THE TASK:
All lines that hold the string "Komitas" should be copied. Find them in the listing below.

_____

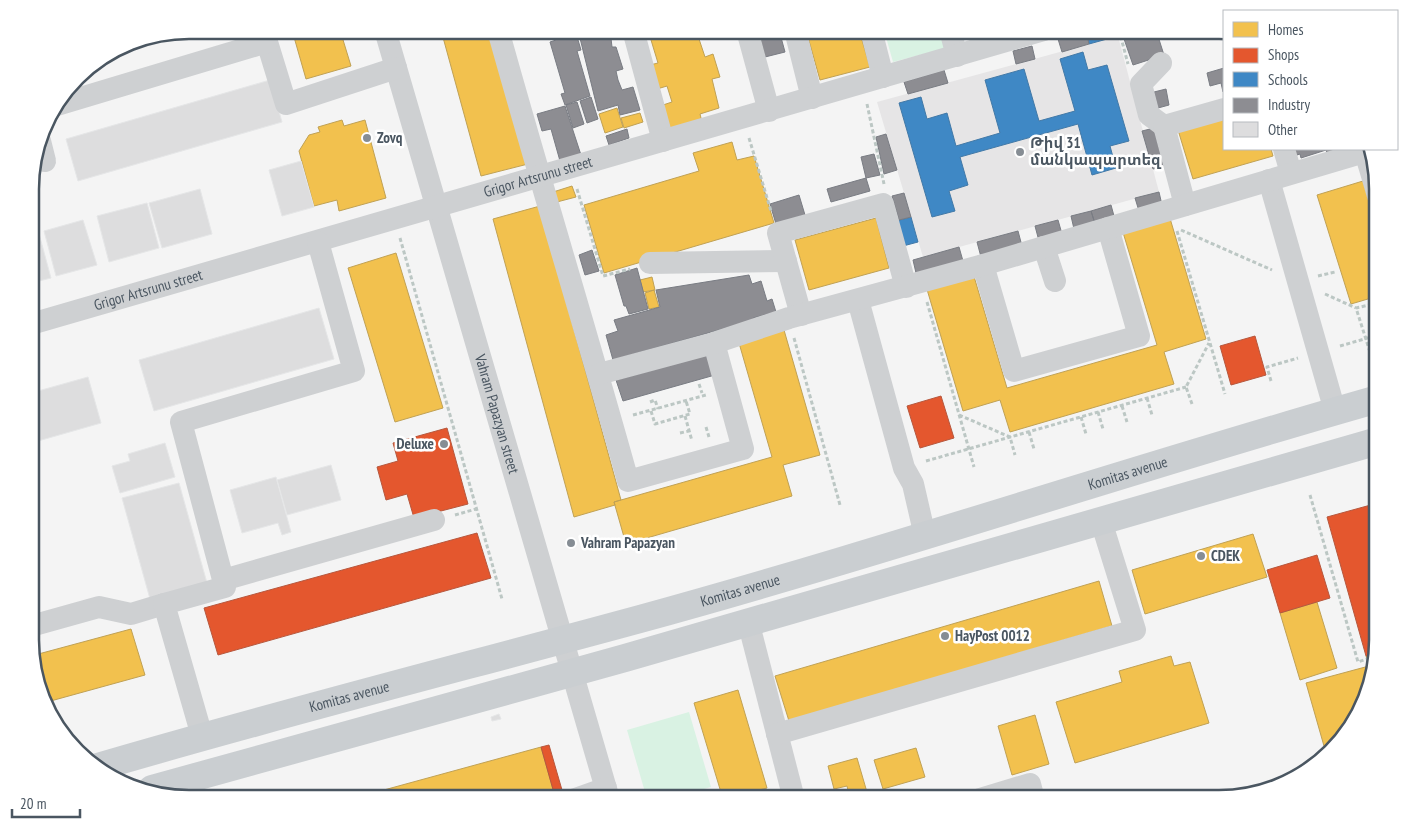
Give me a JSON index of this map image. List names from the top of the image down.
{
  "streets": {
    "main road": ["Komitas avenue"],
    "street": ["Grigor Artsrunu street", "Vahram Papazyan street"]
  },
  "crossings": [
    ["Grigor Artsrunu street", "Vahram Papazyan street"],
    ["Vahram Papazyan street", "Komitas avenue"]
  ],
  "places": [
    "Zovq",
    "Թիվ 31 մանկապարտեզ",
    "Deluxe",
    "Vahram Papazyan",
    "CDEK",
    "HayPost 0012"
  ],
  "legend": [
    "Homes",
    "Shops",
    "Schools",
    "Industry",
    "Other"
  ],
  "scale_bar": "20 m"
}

_____

EXERCISE SOLUTION:
    "main road": ["Komitas avenue"],
    ["Vahram Papazyan street", "Komitas avenue"]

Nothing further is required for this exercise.